> **Given entries**
################

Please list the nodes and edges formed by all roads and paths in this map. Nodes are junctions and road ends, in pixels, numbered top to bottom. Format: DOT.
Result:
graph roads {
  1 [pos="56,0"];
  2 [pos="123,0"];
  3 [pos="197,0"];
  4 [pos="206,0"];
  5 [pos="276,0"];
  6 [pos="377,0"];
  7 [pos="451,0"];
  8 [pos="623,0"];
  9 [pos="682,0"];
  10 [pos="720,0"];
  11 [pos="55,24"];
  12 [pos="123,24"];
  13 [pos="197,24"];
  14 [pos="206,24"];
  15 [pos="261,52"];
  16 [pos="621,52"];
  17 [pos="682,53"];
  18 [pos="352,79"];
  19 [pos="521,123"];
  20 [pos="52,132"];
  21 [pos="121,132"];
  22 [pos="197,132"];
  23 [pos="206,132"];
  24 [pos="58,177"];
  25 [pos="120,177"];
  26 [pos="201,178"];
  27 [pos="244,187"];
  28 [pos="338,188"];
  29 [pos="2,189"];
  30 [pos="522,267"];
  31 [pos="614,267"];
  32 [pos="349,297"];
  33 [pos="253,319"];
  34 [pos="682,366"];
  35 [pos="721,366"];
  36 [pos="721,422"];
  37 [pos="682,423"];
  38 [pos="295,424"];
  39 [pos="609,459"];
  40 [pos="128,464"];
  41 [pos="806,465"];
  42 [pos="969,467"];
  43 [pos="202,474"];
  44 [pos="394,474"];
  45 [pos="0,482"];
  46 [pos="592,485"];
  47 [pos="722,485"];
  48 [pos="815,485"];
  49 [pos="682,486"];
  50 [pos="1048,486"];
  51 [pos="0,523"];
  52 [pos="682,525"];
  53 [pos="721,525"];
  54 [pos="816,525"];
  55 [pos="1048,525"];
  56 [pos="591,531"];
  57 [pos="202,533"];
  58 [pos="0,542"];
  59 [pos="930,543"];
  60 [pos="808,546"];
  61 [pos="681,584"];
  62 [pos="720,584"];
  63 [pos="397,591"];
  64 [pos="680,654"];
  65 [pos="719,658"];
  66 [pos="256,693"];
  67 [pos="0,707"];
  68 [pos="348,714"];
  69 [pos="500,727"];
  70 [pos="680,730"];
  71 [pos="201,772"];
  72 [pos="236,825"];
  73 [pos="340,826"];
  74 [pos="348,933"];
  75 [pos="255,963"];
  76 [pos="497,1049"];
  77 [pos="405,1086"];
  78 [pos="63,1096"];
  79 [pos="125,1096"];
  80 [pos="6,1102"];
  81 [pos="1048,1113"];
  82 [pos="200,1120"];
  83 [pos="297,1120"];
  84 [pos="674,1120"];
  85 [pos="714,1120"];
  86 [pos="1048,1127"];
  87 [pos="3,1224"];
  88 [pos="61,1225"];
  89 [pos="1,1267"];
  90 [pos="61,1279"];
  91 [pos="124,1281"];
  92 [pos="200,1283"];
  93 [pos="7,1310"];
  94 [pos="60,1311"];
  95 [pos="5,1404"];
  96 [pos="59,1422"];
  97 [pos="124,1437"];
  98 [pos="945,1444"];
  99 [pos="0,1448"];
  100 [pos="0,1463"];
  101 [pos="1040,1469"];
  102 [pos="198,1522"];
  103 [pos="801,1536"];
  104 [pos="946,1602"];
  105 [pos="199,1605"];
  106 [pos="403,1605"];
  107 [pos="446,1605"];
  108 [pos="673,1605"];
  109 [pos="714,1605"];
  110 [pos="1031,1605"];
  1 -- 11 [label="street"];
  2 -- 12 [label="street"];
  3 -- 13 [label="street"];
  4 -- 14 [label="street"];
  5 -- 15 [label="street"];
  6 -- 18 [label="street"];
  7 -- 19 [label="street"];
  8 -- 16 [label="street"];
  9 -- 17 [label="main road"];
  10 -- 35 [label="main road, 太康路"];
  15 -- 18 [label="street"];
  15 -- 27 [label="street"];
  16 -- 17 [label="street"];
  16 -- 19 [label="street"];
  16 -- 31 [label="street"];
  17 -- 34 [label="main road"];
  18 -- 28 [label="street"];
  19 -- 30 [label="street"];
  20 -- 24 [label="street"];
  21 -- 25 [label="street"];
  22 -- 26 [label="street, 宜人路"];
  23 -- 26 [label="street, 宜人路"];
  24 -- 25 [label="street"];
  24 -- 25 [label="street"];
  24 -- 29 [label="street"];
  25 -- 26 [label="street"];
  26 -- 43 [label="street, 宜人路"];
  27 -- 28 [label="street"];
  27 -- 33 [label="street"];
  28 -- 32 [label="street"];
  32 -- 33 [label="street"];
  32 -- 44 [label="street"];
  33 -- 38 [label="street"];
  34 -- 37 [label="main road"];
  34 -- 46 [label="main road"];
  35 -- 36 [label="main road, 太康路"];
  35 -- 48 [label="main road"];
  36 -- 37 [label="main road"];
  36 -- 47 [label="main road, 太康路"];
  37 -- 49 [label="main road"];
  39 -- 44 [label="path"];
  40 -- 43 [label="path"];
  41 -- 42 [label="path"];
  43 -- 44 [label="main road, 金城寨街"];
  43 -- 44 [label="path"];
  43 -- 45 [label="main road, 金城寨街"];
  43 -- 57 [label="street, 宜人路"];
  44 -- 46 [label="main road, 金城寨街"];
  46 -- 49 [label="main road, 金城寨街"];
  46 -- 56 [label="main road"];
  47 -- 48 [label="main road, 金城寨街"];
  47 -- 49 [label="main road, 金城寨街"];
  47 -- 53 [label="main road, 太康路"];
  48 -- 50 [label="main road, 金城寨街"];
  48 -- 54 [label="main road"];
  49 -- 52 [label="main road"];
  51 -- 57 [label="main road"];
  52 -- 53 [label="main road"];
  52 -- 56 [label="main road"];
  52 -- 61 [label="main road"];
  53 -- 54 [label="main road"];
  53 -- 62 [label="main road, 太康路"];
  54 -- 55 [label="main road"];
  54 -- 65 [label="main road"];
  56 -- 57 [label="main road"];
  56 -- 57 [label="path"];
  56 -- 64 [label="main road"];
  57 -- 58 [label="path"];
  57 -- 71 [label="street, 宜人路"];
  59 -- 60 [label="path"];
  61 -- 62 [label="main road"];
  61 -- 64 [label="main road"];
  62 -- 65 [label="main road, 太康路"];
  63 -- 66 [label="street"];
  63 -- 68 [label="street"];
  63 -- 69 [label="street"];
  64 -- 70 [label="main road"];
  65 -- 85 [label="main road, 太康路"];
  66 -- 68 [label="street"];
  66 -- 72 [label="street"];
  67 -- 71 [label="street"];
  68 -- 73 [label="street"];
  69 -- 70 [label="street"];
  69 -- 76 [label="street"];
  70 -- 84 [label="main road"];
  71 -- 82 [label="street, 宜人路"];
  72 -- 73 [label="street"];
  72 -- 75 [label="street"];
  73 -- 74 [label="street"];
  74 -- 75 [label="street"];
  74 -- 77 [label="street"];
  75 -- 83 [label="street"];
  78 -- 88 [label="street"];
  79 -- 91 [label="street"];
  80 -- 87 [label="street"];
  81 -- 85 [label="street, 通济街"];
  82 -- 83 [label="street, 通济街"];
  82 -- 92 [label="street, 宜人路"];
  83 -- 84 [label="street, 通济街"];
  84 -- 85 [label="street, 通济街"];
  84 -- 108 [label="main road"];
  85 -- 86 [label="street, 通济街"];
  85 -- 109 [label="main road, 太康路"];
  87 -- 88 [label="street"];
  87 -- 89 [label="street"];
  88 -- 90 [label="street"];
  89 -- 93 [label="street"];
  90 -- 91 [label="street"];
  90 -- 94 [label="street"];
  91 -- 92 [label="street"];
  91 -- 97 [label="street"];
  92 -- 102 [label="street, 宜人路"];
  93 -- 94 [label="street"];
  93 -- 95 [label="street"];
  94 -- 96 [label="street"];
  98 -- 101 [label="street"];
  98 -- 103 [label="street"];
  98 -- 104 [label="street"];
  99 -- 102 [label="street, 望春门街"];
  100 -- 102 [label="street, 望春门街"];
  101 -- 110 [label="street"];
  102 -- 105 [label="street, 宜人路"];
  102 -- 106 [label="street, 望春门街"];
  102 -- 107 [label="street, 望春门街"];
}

################

> **Assignment**
With "望春门街" as the word to match, copy each line of the records that has it.

> **Solution to the problem**
  99 -- 102 [label="street, 望春门街"];
  100 -- 102 [label="street, 望春门街"];
  102 -- 106 [label="street, 望春门街"];
  102 -- 107 [label="street, 望春门街"];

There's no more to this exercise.